Data to examine ▸
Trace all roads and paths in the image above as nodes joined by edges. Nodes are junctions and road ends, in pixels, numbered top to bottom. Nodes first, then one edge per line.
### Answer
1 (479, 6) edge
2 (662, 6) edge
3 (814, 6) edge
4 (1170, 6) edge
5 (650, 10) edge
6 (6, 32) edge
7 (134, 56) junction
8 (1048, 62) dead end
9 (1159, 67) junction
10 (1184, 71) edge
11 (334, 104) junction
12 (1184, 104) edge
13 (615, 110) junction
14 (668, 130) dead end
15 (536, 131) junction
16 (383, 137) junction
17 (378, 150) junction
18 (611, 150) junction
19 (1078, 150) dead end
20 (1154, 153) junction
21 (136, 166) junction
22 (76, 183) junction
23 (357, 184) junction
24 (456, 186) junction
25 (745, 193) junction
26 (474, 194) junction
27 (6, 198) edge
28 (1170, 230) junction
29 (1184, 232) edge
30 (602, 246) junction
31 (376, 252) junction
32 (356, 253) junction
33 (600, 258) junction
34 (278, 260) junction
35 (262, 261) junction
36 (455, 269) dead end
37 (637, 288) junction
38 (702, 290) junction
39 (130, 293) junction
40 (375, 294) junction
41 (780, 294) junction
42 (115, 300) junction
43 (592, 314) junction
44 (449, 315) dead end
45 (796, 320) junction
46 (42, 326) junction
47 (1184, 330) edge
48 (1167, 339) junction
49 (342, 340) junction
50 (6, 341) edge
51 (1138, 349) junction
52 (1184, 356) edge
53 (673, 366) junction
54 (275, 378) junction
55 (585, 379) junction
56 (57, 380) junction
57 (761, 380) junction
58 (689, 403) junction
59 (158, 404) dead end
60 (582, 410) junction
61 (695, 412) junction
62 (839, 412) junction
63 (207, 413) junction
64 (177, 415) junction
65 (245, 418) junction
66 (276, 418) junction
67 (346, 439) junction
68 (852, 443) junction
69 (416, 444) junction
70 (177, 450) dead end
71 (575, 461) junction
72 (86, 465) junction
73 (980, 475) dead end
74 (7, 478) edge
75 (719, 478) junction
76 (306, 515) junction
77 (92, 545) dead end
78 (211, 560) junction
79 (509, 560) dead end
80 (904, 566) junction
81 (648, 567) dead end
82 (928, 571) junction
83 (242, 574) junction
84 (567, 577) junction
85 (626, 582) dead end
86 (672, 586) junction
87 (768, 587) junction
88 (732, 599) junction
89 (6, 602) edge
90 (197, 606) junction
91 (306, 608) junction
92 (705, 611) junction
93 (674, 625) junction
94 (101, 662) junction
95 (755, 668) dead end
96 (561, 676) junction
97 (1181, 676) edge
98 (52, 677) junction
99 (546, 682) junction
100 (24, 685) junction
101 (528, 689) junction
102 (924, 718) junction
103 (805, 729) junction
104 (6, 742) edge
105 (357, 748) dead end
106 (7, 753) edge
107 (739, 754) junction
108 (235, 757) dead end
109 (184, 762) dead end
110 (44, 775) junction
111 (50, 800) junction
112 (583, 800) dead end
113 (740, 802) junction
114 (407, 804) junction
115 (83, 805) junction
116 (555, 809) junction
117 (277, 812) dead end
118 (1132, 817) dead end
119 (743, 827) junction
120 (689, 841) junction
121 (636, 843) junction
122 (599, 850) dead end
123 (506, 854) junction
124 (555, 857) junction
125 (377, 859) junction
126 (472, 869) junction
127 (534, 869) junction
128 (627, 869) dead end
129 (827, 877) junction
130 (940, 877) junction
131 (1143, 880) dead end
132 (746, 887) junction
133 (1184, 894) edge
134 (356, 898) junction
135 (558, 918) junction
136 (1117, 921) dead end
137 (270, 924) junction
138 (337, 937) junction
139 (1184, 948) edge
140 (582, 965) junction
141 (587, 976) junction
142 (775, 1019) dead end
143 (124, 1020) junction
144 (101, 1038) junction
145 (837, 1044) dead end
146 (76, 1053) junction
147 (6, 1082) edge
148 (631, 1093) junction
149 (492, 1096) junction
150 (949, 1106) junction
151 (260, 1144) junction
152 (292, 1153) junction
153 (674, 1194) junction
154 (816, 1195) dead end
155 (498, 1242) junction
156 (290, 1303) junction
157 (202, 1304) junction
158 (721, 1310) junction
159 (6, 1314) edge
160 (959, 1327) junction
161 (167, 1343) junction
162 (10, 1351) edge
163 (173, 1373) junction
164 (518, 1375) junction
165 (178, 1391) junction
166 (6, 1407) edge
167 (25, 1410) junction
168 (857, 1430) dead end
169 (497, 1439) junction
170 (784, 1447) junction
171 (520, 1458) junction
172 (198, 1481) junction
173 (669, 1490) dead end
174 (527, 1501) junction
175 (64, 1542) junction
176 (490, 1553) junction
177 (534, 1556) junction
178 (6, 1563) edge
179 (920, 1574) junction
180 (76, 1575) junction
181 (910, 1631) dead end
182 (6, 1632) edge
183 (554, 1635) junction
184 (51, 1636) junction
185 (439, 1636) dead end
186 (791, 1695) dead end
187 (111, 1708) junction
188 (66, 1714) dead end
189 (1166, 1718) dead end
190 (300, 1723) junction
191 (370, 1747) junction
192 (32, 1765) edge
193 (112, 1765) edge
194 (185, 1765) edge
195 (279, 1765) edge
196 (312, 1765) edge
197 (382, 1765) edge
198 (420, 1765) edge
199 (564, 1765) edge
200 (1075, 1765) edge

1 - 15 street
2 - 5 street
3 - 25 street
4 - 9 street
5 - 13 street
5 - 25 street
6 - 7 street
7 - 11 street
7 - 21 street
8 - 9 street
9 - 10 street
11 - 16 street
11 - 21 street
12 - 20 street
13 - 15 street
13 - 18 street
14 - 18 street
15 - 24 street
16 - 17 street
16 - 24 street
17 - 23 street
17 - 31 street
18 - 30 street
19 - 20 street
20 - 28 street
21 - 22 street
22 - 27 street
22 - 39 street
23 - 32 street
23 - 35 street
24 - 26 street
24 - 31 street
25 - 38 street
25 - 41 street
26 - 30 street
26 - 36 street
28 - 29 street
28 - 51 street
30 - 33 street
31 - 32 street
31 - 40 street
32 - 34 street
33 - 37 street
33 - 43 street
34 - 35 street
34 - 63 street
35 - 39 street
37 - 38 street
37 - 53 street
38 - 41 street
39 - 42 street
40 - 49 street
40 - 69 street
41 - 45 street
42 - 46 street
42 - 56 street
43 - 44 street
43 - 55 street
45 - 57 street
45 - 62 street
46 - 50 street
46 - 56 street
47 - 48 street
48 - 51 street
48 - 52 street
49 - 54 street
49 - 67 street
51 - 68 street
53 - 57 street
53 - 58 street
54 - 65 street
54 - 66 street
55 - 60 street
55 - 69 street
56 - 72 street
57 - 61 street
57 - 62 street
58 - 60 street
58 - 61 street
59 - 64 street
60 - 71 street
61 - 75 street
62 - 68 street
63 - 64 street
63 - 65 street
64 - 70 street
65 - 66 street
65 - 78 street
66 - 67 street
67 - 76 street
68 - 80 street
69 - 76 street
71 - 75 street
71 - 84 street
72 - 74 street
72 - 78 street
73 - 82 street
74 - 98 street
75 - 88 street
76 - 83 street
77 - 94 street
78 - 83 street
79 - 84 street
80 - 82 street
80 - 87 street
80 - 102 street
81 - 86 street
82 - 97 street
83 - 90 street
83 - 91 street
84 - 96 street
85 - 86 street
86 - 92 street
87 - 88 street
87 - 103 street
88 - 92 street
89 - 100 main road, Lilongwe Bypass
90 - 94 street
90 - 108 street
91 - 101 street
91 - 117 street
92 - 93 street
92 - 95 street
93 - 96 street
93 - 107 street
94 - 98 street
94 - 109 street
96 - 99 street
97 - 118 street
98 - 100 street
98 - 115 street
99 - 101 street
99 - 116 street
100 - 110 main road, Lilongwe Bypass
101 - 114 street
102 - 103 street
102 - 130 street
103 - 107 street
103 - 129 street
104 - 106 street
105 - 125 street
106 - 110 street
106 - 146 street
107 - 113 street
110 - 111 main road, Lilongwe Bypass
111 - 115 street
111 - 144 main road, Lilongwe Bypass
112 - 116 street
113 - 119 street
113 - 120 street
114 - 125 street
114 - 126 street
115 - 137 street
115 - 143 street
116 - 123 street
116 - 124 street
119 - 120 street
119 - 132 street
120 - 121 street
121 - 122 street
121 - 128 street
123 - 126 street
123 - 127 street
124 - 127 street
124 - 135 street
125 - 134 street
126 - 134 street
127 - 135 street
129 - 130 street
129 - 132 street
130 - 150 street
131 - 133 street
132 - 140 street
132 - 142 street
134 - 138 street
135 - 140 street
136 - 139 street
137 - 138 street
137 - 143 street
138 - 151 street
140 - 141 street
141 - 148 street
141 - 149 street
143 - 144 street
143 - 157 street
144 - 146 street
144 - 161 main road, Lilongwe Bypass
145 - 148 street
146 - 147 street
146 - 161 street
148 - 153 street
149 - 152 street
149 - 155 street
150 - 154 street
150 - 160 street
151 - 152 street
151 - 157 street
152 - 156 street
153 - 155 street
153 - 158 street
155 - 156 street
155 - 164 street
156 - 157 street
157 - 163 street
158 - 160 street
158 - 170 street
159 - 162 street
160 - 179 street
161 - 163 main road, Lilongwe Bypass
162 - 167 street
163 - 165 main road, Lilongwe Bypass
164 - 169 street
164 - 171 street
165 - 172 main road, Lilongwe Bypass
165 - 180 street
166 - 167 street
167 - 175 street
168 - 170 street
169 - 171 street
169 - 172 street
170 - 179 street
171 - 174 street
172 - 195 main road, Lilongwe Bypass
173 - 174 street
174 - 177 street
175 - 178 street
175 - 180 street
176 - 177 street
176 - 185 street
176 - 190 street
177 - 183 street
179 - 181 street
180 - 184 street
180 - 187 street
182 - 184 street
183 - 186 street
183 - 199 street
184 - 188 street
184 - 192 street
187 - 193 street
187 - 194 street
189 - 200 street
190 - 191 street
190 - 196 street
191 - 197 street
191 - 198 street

Exercise ▸ If a line of the records holds the word "Lilongwe", count it; report only the total.

Expected answer ▸ 9